A Checklist for Making Difficult Decisions
Mothers. Mothers are the reason I decided to become a maternal fetal medicine physician. I am in awe of them each and every day. Their determination for doing what’s best for their babies is nothing short of inspirational.
I recall witnessing maternal determination when, as a young faculty member early in my career, I took care of a pregnant patient who was hospitalized and on bed rest. What was unique about her situation is that she laid with her bed tilted and her head below her feet for the entirety of her 10-week bed rest. Her amniotic membranes ruptured leaving the fetus with little fluid around it and her cervix several centimeters dilated (at that time, it was felt that bed rest with the patient’s head down would allow recollection of amniotic fluid and delay delivery). Her determination was amazing to me.
It was after that moment I realized that while almost all mothers will do everything they can to maintain a healthy pregnancy, mothers who receive a fetal diagnosis will take any exhaustive measure necessary to make a positive change for their babies. Motivation is contagious and I wanted to use my experience to help them achieve it.
Since then I’ve met some inspiring and courageous mothers and families with whom I have had the privilege of treating and I am grateful for their trust in me. Maternal fetal medicine (MFM) has made great strides in the last couple of decades and I have had the honor of guiding parents through their medical diagnoses.
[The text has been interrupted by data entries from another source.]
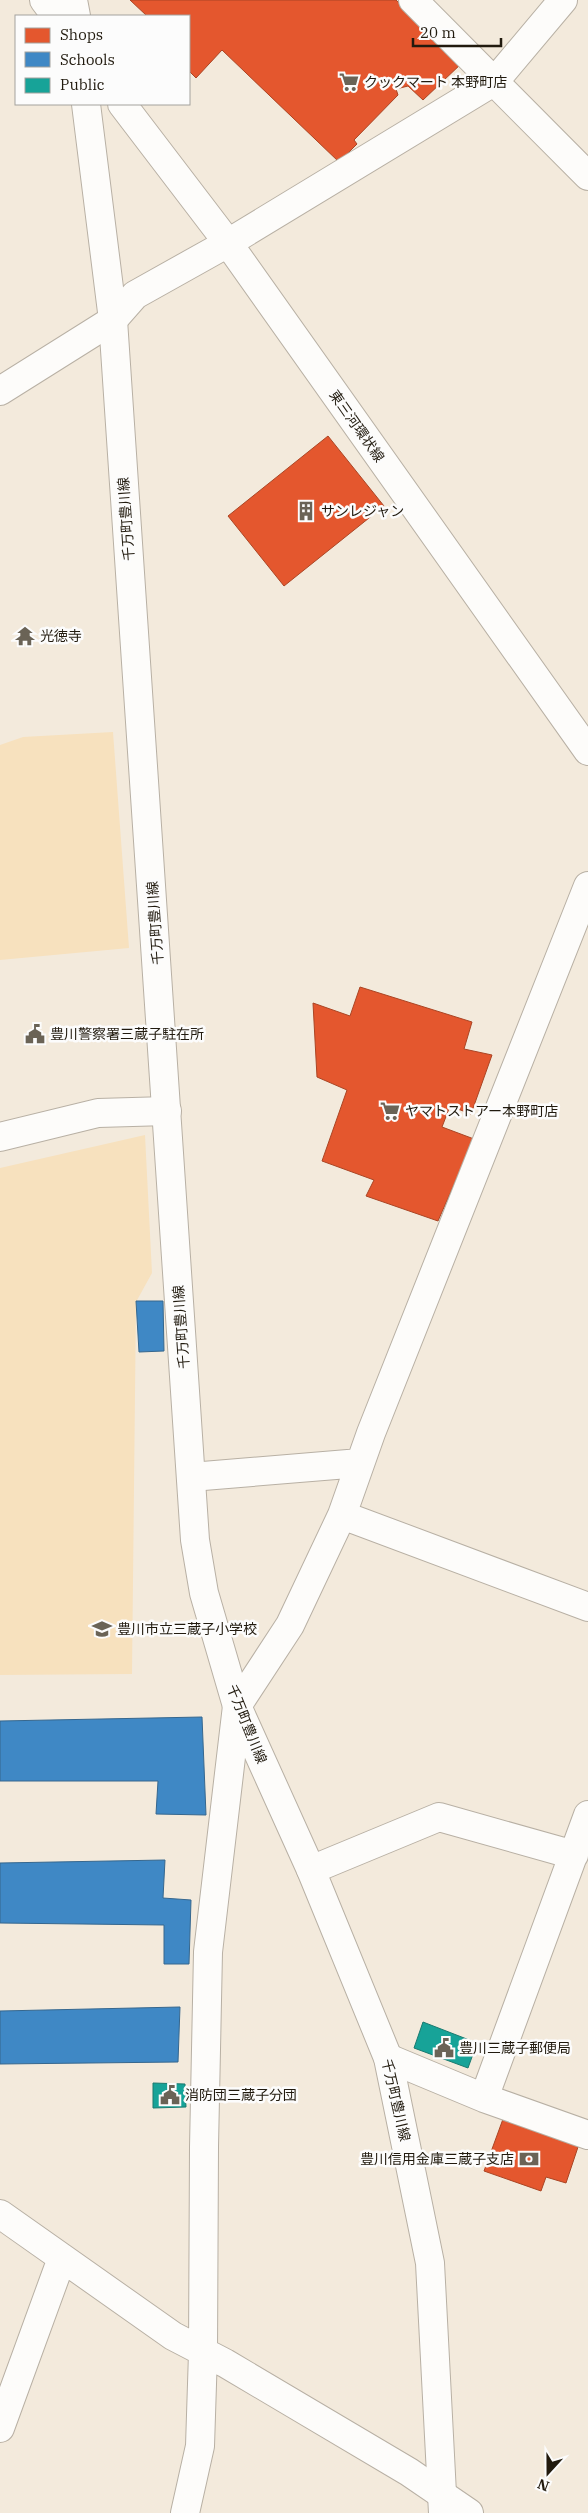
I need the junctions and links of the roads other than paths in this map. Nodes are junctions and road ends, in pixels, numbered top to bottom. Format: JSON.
{"nodes":[{"id":1,"x":44,"y":0,"type":"edge"},
{"id":2,"x":73,"y":0,"type":"edge"},
{"id":3,"x":413,"y":0,"type":"edge"},
{"id":4,"x":563,"y":0,"type":"edge"},
{"id":5,"x":55,"y":15,"type":"edge"},
{"id":6,"x":76,"y":15,"type":"edge"},
{"id":7,"x":495,"y":81,"type":"junction"},
{"id":8,"x":86,"y":105,"type":"edge"},
{"id":9,"x":123,"y":105,"type":"edge"},
{"id":10,"x":588,"y":176,"type":"edge"},
{"id":11,"x":228,"y":243,"type":"junction"},
{"id":12,"x":112,"y":320,"type":"junction"},
{"id":13,"x":0,"y":391,"type":"edge"},
{"id":14,"x":588,"y":751,"type":"edge"},
{"id":15,"x":588,"y":886,"type":"edge"},
{"id":16,"x":167,"y":1111,"type":"junction"},
{"id":17,"x":0,"y":1137,"type":"edge"},
{"id":18,"x":360,"y":1463,"type":"junction"},
{"id":19,"x":191,"y":1477,"type":"junction"},
{"id":20,"x":342,"y":1515,"type":"junction"},
{"id":21,"x":588,"y":1607,"type":"edge"},
{"id":22,"x":236,"y":1706,"type":"junction"},
{"id":23,"x":588,"y":1815,"type":"edge"},
{"id":24,"x":574,"y":1855,"type":"junction"},
{"id":25,"x":311,"y":1870,"type":"junction"},
{"id":26,"x":388,"y":2058,"type":"junction"},
{"id":27,"x":484,"y":2098,"type":"junction"},
{"id":28,"x":588,"y":2135,"type":"edge"},
{"id":29,"x":0,"y":2214,"type":"edge"},
{"id":30,"x":62,"y":2258,"type":"junction"},
{"id":31,"x":203,"y":2353,"type":"junction"},
{"id":32,"x":0,"y":2428,"type":"edge"},
{"id":33,"x":443,"y":2504,"type":"edge"},
{"id":34,"x":185,"y":2513,"type":"edge"},
{"id":35,"x":469,"y":2513,"type":"edge"}],
"edges":[{"from":1,"to":5,"type":"street"},
{"from":2,"to":6,"type":"street"},
{"from":3,"to":7,"type":"street"},
{"from":4,"to":7,"type":"street"},
{"from":7,"to":10,"type":"street"},
{"from":7,"to":11,"type":"street"},
{"from":8,"to":12,"type":"street","name":"千万町豊川線"},
{"from":9,"to":11,"type":"street","name":"東三河環状線"},
{"from":11,"to":12,"type":"street"},
{"from":11,"to":14,"type":"street","name":"東三河環状線"},
{"from":12,"to":13,"type":"street"},
{"from":12,"to":16,"type":"street","name":"千万町豊川線"},
{"from":15,"to":18,"type":"street"},
{"from":16,"to":17,"type":"street"},
{"from":16,"to":19,"type":"street","name":"千万町豊川線"},
{"from":18,"to":19,"type":"street"},
{"from":18,"to":20,"type":"street"},
{"from":19,"to":22,"type":"street","name":"千万町豊川線"},
{"from":20,"to":21,"type":"street"},
{"from":20,"to":22,"type":"street"},
{"from":22,"to":25,"type":"street","name":"千万町豊川線"},
{"from":22,"to":31,"type":"street"},
{"from":23,"to":24,"type":"street"},
{"from":24,"to":25,"type":"street"},
{"from":24,"to":27,"type":"street"},
{"from":25,"to":26,"type":"street","name":"千万町豊川線"},
{"from":26,"to":27,"type":"street"},
{"from":26,"to":33,"type":"street","name":"千万町豊川線"},
{"from":27,"to":28,"type":"street"},
{"from":29,"to":30,"type":"street"},
{"from":30,"to":31,"type":"street"},
{"from":30,"to":32,"type":"street"},
{"from":31,"to":33,"type":"street"},
{"from":31,"to":34,"type":"street"},
{"from":33,"to":35,"type":"street"}]}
But despite the many advancements we’ve made in MFM, parents still face difficult decisions when it comes to the outcome of their pregnancy and the baby’s health. So how do they make decisions when they are faced with difficult scenarios and outcomes?
I like to advise parents to think of themselves as a pilot getting ready for take-off. I am a pilot, and before I embark upon any journey in the air, I have a checklist of items that I have to do before I can proceed. In my opinion, making difficult decisions about the outcome of a pregnancy can be approached in a similar manner. Here are a few suggestions that I recommend families think about before making a decision:
- Get the best information possible.
With the best information, parents can make the most informed decisions. I recommend that families not only do their homework on their baby’s condition, but to find a fetal center that has the most experienced maternal fetal medicine specialists, with the best outcomes and imaging capabilities. The Society of Maternal Fetal Medicine is a good place to start.
- Make decisions based on information, not fear.
Often times when parents receive a fetal diagnosis, they have difficult decisions to make. Many of them are not black and white; and sometimes there is no right or wrong answer. I recommend that parents collect as much information as possible to determine the risks involved with their decision: the certain, the predictable, and the unknown. Looking at choices from a logical place rather than a place of fear can help parents make the best decision for their family.
- Try to stay in the solution rather than the problem.
This is most certainly easier said than done, but staying focused on the solution can help parents go from a place of grief to a place where they talk about next steps. Trying to stay productive can help parents make sound decisions.
- Surround yourself with love and support.
This may sound obvious, but parents deal with their emotions in very different ways. Some choose isolation. Others choose to let their friends and family members in. The parents that I see who surround themselves with their loved ones tend to be in the best place mentally. Opening up to friends and family members can help parents mentally process what is happening in their lives.
- Have the serenity to accept the things you cannot change.
This may seem counter-intuitive coming from a physician who does fetal interventions, but many events in our lives are out of our control. I see parents blaming themselves for the medical condition of their unborn babies and the reality is that the vast majority of parents who come to the Cincinnati Fetal Center did absolutely nothing to contribute to the situation.This is where speaking with experts and doing research can help parents come to a place of acceptance. With proper information, understanding can hopefully follow. The majority of the fetal conditions, diagnoses and abnormalities have no known causes, which means that there is no medical evidence to support any claim that parents could have done something differently to avoid of the situation that they are in.
While every pregnancy is a little bit different and every family comes to the Cincinnati Fetal Center for a different reason, there are some common threads between them. They have difficult decisions to make. They’ve just been given news that has taken them off the “routine pregnancy” route and onto a journey of finding the best course of action for their baby. There is a unique bond formed with families when helping them through their care and treatment and I feel fortunate to be a part of it every single day. I get strength from their strength and courage from their courage. I only hope that I am able to in a very small way “return the favor”.